Homenagear a Kalungano

O outro aspecto importante na dissertação de Mankell é a urgência de se homenagear um poeta, um revolucionário, um homem que sempre esteve próximo às actividades culturais em particular o Teatro Avenida, no país. Marcelino dos Santos.

“Lembro-me que quando cheguei, pela primeira vez em Maputo, em 1989, numa das (nossas) sessões de ensaio no Teatro Avenida, de repente entrou um homem. Ficou sentado. Não falou nada. Perguntei a Manuela sobre quem era aquele homem, ao que ela me respondeu que se tratava de Marcelino dos Santos.”

Terminado o ensaio, “ele teve reflexões inteligentes sobre o nosso trabalho e saiu. Mas um facto importante é que durante todos os anos da “vida” do Teatro Avenida, Marcelino dos Santos sempre esteve presente”.

Como tal, e porque nós sabemos que Marcelino dos Santos é poeta, revolucionário e um dos líderes da criação de Moçambique independente, “não acha que seja tempo, agora, de fazer uma peça sobre a sua vida e obra?”, questiona Mankell propondo esta façanha à directora do Teatro Avenida, Manuela Soeiro.

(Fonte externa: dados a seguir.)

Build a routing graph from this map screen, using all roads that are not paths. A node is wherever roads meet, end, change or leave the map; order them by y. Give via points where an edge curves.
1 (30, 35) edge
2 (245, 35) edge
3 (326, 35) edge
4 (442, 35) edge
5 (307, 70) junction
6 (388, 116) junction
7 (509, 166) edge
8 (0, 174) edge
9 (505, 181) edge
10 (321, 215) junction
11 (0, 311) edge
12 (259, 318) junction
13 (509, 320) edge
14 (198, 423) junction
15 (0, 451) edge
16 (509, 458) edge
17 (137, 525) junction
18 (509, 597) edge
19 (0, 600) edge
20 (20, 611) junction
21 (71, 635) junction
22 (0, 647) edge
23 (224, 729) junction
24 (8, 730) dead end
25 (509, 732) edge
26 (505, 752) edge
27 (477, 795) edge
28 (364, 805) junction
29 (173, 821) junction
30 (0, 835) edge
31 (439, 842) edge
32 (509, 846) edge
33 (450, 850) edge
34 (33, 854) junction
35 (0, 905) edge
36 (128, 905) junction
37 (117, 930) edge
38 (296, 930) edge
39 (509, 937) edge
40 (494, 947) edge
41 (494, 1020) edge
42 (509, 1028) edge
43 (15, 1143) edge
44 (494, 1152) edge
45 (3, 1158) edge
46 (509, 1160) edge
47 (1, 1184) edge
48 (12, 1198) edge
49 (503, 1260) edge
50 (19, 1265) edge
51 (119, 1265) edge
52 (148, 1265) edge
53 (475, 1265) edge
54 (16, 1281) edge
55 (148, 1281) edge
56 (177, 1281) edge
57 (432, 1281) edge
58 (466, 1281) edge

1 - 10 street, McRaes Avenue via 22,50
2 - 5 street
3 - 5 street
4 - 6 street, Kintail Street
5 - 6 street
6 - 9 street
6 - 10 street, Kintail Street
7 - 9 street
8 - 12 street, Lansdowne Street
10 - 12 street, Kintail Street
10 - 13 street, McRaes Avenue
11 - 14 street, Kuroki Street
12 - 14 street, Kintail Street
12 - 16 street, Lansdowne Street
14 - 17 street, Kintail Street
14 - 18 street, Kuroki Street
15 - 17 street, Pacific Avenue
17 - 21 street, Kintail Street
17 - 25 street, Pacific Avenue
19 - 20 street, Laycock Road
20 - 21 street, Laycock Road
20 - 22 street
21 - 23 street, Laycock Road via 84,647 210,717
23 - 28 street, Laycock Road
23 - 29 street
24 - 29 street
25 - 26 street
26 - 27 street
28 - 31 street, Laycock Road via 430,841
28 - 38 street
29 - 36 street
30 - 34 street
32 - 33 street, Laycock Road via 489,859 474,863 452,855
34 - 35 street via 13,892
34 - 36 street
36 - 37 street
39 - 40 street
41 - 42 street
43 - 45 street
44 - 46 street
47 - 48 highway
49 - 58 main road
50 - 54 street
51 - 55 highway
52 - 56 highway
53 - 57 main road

Falo a minha língua, que havia sido interdita, na terra deles

De uma ou de outra forma, se no seminário inspirado na temática da Mulher, Cultura, Desenvolvimento e Cooperação, tivesse sido excluída a figura feminina, provavelmente algum aspecto do festival não teria corrido perfeitamente.

Curiosamente, enquanto os homens teimam em desencadear acções, inclusive em fóruns políticos, em emancipar a mulher, desta vez é a figura feminista que exige o contrário. Ou seja, que se emancipe primeiro o homem, como condição de garantir a independência da mulher.

São desta linha de pensamento, pessoas como a encenadora alemã Edithi, a também encenadora e actriz moçambicana Lucrécia Paco (LP). No entanto, esta última que por sinal ainda não se esqueceu dos efeitos opressantes do sistema colonial português prefere falar da liberdade.

Durante o seminário, Lucrécia apresentou- se-nos poliglota. Como o fizera em cena. Explorou o xi-Ronga, o português, o inglês, o francês, inclusive o alemão. Fê-lo não somente para ser compreendida por todos, nem por mera vaidade feminista mas, acima de tudo, porque a “língua é poder”.

Aliás, “o facto de eu poder viajar pelo mundo, conhecer pessoas e tornar Moçambique conhecido deve-se, em grande parte, ao domínio da língua. Esta unifica as pessoas”.

Esta actriz com um saber teatral enciclopédico entende que a luta das mulheres pela emancipação não deve ser feita de forma isolada.

“Nós, as mulheres, devemos contar (sempre) com os homens. Por exemplo, com o Henning, despertei para a necessidade de utilizar o diário, não apenas em situações cénicas, mas também na vida. Porque há vezes que, na questão da violência doméstica, se exige à mulher que apresente provas. Ora, sem o registo dos factos ela não teria como provar. Limitar-se-ia a simular com o corpo, como acontece na peça, o que pode não ser suficiente”.

Irreverente como sempre LP louva o tipo de cooperação que o Teatro Avenida desenvolvera com os seus parceiros. É uma cooperação baseada na compreensão mútua.“Ninguém veio ditar-me as regras sob as quais devo trabalhar. Faço-o como o fazia. O importante, em teatro, é o gesto, a partilha de sentimentos. Portanto, os 25 anos de carreira, os laços de cooperação, representam isso”.

LP teve ainda tempo para falar dos estimuladores da sua paixão pelo teatro. Uma paixão vulcânica, que remove barreiras e, finalmente, soltou um desabafo.

“Esta paixão encontrei na mamã, diz referindo-se à Manuela Soeiro e, acrescenta: Há duas décadas “ela disse que ninguém me apoia; ninguém me dá patrocínio eu vou montar uma padaria”. E montou. Hoje, passam 25 anos e, estamos a celebrar. Estou a falar inglês, a encontrar o mundo, a pregar sobre Moçambique no mundo”.

E mais, “estou a falar a minha língua, que me havia sido, interdita na Europa, a terra deles”, finaliza.